§ **Exercise details**
Look through the material below and return every line that contains "Pascarella".
── Data shown ──
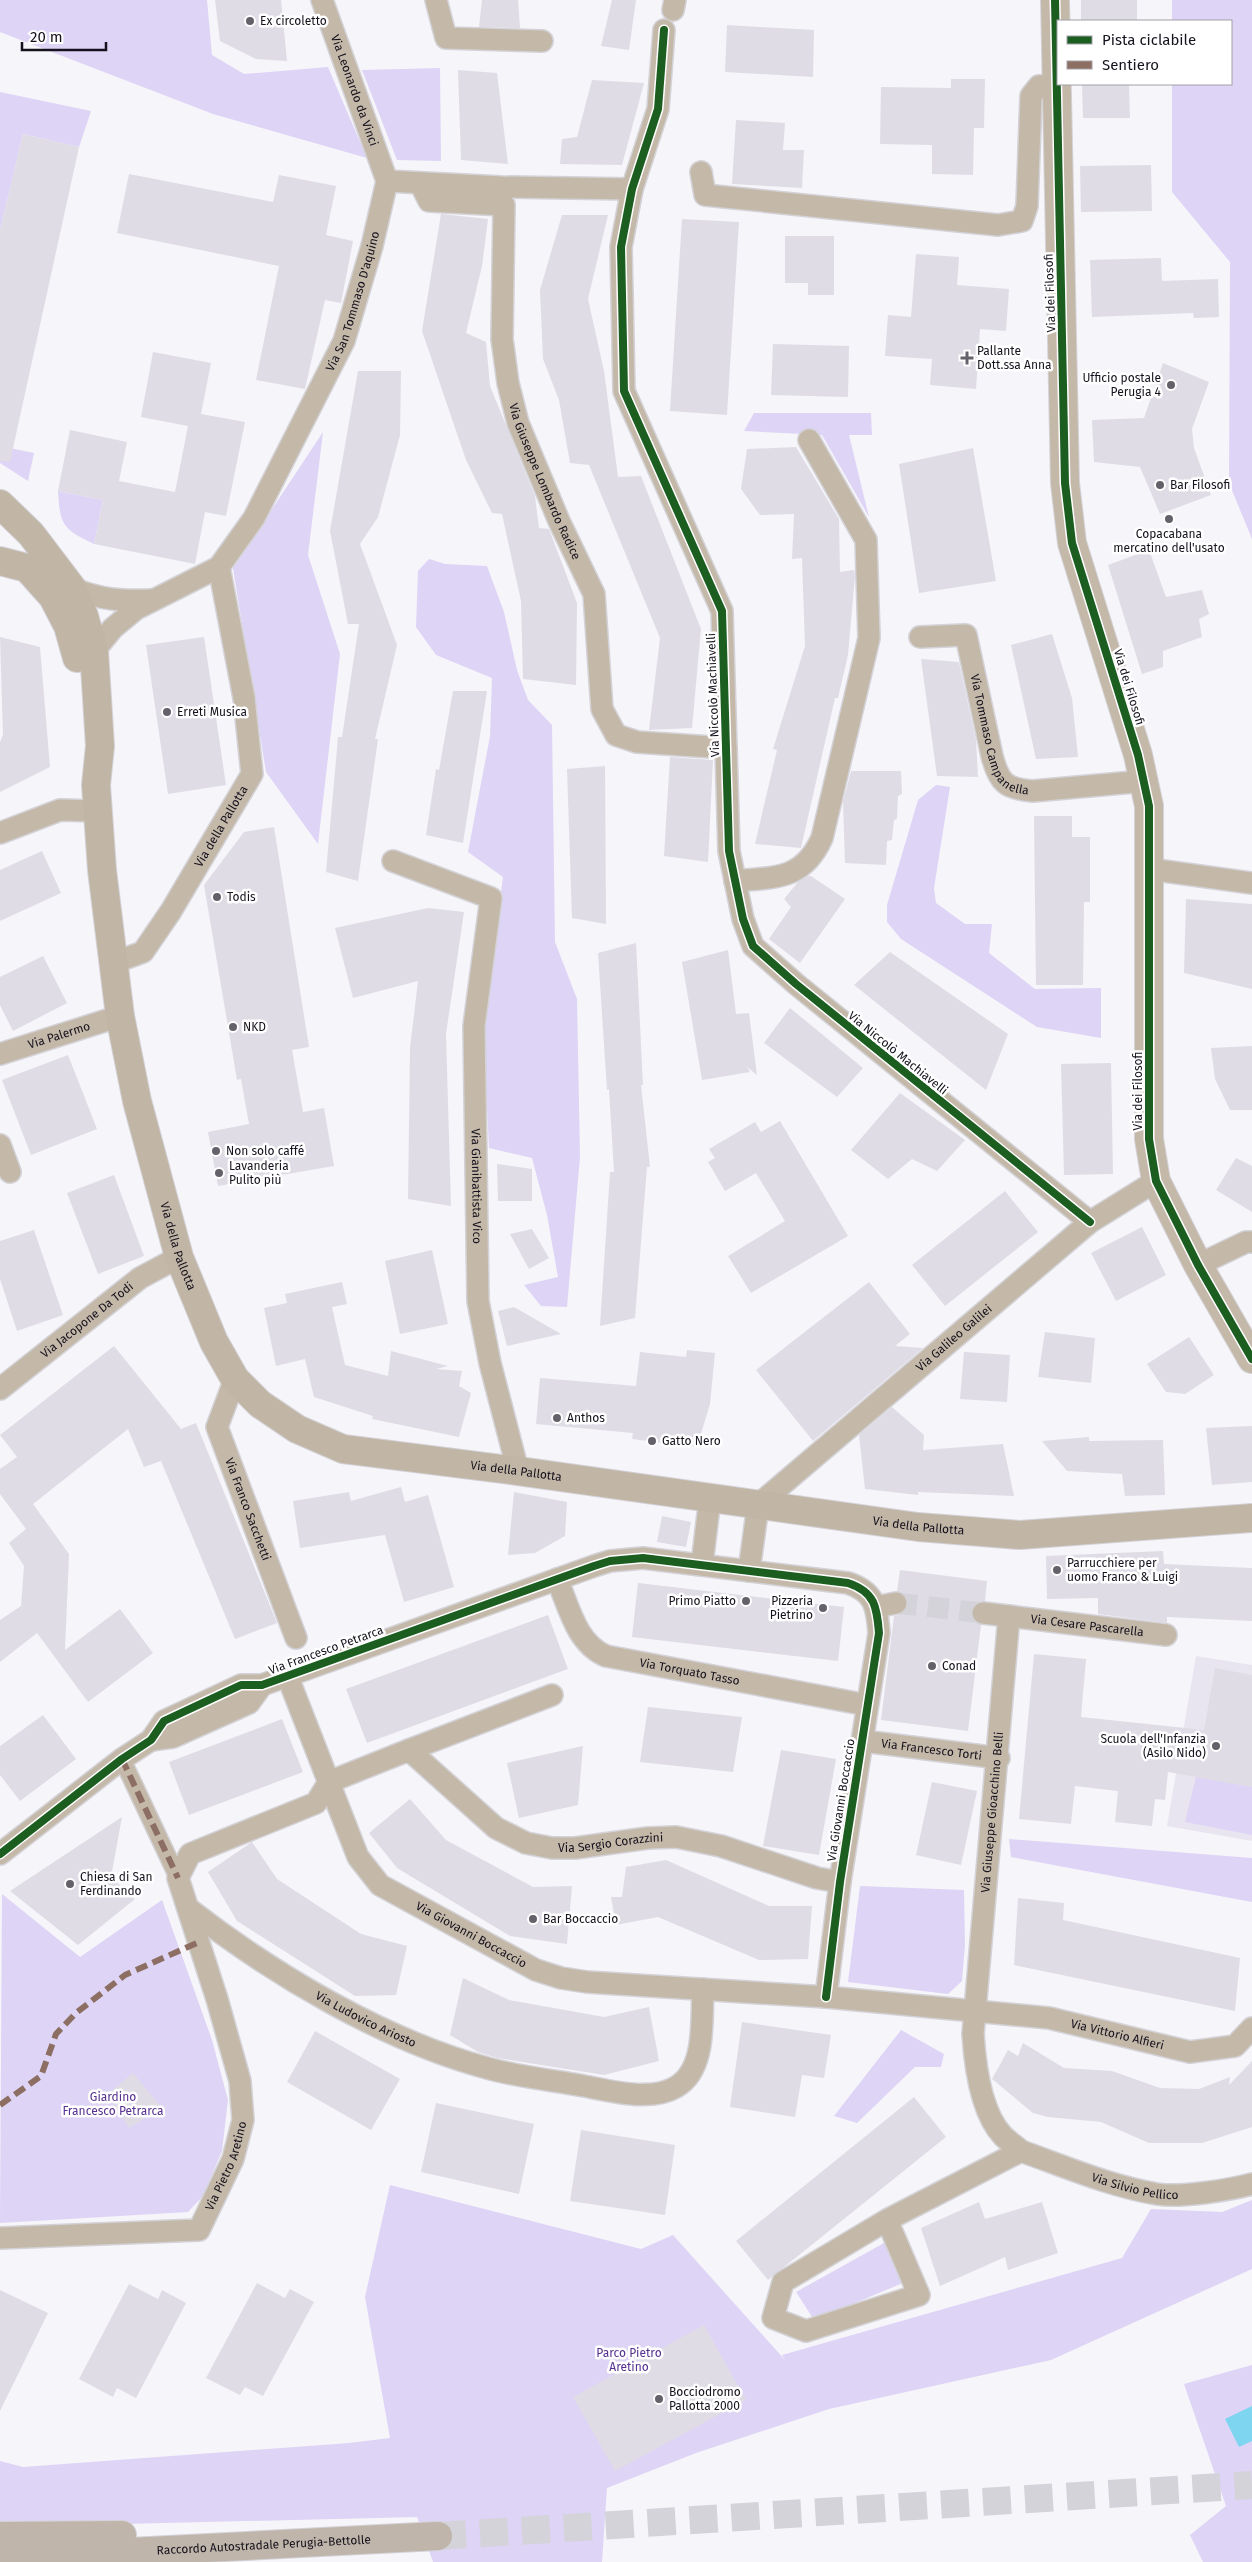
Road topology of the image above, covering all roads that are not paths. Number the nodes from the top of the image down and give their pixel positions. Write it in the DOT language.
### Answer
graph roads {
  1 [pos="322,0"];
  2 [pos="436,0"];
  3 [pos="1055,0"];
  4 [pos="664,30"];
  5 [pos="542,41"];
  6 [pos="1056,84"];
  7 [pos="701,172"];
  8 [pos="386,181"];
  9 [pos="420,182"];
  10 [pos="632,189"];
  11 [pos="810,440"];
  12 [pos="0,504"];
  13 [pos="0,561"];
  14 [pos="220,567"];
  15 [pos="72,588"];
  16 [pos="157,600"];
  17 [pos="920,637"];
  18 [pos="94,651"];
  19 [pos="726,748"];
  20 [pos="1145,781"];
  21 [pos="97,798"];
  22 [pos="0,833"];
  23 [pos="393,861"];
  24 [pos="1149,869"];
  25 [pos="735,881"];
  26 [pos="1252,883"];
  27 [pos="113,964"];
  28 [pos="120,1016"];
  29 [pos="0,1054"];
  30 [pos="0,1145"];
  31 [pos="10,1172"];
  32 [pos="1156,1181"];
  33 [pos="1090,1222"];
  34 [pos="1252,1242"];
  35 [pos="179,1257"];
  36 [pos="1198,1265"];
  37 [pos="1252,1359"];
  38 [pos="236,1379"];
  39 [pos="1,1386"];
  40 [pos="518,1471"];
  41 [pos="710,1498"];
  42 [pos="758,1505"];
  43 [pos="1252,1518"];
  44 [pos="702,1564"];
  45 [pos="749,1571"];
  46 [pos="557,1579"];
  47 [pos="886,1605"];
  48 [pos="983,1613"];
  49 [pos="1009,1616"];
  50 [pos="1166,1635"];
  51 [pos="296,1638"];
  52 [pos="287,1675"];
  53 [pos="552,1695"];
  54 [pos="867,1705"];
  55 [pos="862,1741"];
  56 [pos="409,1750"];
  57 [pos="999,1758"];
  58 [pos="122,1759"];
  59 [pos="329,1782"];
  60 [pos="0,1854"];
  61 [pos="178,1878"];
  62 [pos="840,1882"];
  63 [pos="188,1909"];
  64 [pos="703,1989"];
  65 [pos="826,1997"];
  66 [pos="974,2010"];
  67 [pos="1252,2028"];
  68 [pos="1022,2151"];
  69 [pos="1252,2184"];
  70 [pos="887,2220"];
  71 [pos="0,2238"];
  72 [pos="0,2536"];
  73 [pos="438,2536"];
  74 [pos="338,2540"];
  75 [pos="0,2556"];
  1 -- 8 [label="street, Via Leonardo da Vinci"];
  2 -- 5 [label="street"];
  3 -- 6 [label="street, Via dei Filosofi"];
  4 -- 10 [label="street, Via Niccolò Machiavelli"];
  6 -- 7 [label="street"];
  6 -- 20 [label="street, Via dei Filosofi"];
  8 -- 9 [label="street"];
  8 -- 14 [label="street, Via San Tommaso D'aquino"];
  9 -- 10 [label="street"];
  9 -- 19 [label="street, Via Giuseppe Lombardo Radice"];
  10 -- 19 [label="street, Via Niccolò Machiavelli"];
  11 -- 25 [label="street"];
  12 -- 15 [label="main road, Via della Pallotta"];
  13 -- 21 [label="main road"];
  14 -- 16 [label="street, Via San Tommaso D'aquino"];
  14 -- 27 [label="street, Via della Pallotta"];
  15 -- 16 [label="street, Via San Tommaso D'aquino"];
  15 -- 18 [label="main road, Via della Pallotta"];
  16 -- 18 [label="street, Via San Tommaso D'aquino"];
  17 -- 20 [label="street, Via Tommaso Campanella"];
  18 -- 21 [label="main road, Via della Pallotta"];
  19 -- 25 [label="street, Via Niccolò Machiavelli"];
  20 -- 24 [label="street, Via dei Filosofi"];
  21 -- 22 [label="street"];
  21 -- 27 [label="main road, Via della Pallotta"];
  23 -- 40 [label="street, Via Gianibattista Vico"];
  24 -- 26 [label="street"];
  24 -- 32 [label="street, Via dei Filosofi"];
  25 -- 33 [label="street, Via Niccolò Machiavelli"];
  27 -- 28 [label="main road, Via della Pallotta"];
  28 -- 29 [label="street, Via Palermo"];
  28 -- 35 [label="main road, Via della Pallotta"];
  30 -- 31 [label="street"];
  32 -- 33 [label="street, Via Galileo Galilei"];
  32 -- 36 [label="street, Via dei Filosofi"];
  33 -- 42 [label="street, Via Galileo Galilei"];
  34 -- 36 [label="street"];
  35 -- 38 [label="main road, Via della Pallotta"];
  35 -- 39 [label="street, Via Jacopone Da Todi"];
  36 -- 37 [label="street, Via dei Filosofi"];
  38 -- 40 [label="main road, Via della Pallotta"];
  38 -- 51 [label="street, Via Franco Sacchetti"];
  40 -- 41 [label="main road, Via della Pallotta"];
  41 -- 42 [label="main road, Via della Pallotta"];
  41 -- 44 [label="street"];
  42 -- 43 [label="main road, Via della Pallotta"];
  42 -- 45 [label="street"];
  44 -- 45 [label="street, Via Francesco Petrarca"];
  44 -- 46 [label="street, Via Francesco Petrarca"];
  45 -- 47 [label="street, Via Francesco Petrarca"];
  46 -- 52 [label="street, Via Francesco Petrarca"];
  46 -- 54 [label="street, Via Torquato Tasso"];
  47 -- 54 [label="street, Via Giovanni Boccaccio"];
  48 -- 49 [label="street, Via Cesare Pascarella"];
  49 -- 50 [label="street, Via Cesare Pascarella"];
  49 -- 57 [label="street, Via Giuseppe Gioacchino Belli"];
  52 -- 58 [label="street, Via Francesco Petrarca"];
  52 -- 59 [label="street, Via Giovanni Boccaccio"];
  53 -- 56 [label="street"];
  54 -- 55 [label="street, Via Giovanni Boccaccio"];
  55 -- 57 [label="street, Via Francesco Torti"];
  55 -- 62 [label="street, Via Giovanni Boccaccio"];
  56 -- 59 [label="street"];
  56 -- 62 [label="street, Via Sergio Corazzini"];
  57 -- 66 [label="street, Via Giuseppe Gioacchino Belli"];
  58 -- 60 [label="street, Via Francesco Petrarca"];
  58 -- 61 [label="street"];
  59 -- 61 [label="street"];
  59 -- 64 [label="street, Via Giovanni Boccaccio"];
  61 -- 63 [label="street"];
  62 -- 65 [label="street, Via Giovanni Boccaccio"];
  63 -- 64 [label="street, Via Ludovico Ariosto"];
  63 -- 71 [label="street, Via Pietro Aretino"];
  64 -- 65 [label="street, Via Giovanni Boccaccio"];
  65 -- 66 [label="street, Via Giovanni Boccaccio"];
  66 -- 67 [label="street, Via Vittorio Alfieri"];
  66 -- 68 [label="street, Via Giuseppe Gioacchino Belli"];
  68 -- 69 [label="street, Via Silvio Pellico"];
  68 -- 70 [label="street"];
  70 -- 70 [label="street"];
  72 -- 74 [label="highway"];
  73 -- 74 [label="highway, Raccordo Autostradale Perugia-Bettolle"];
  74 -- 75 [label="highway, Raccordo Autostradale Perugia-Bettolle"];
}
───
§ **Written answer**
  48 -- 49 [label="street, Via Cesare Pascarella"];
  49 -- 50 [label="street, Via Cesare Pascarella"];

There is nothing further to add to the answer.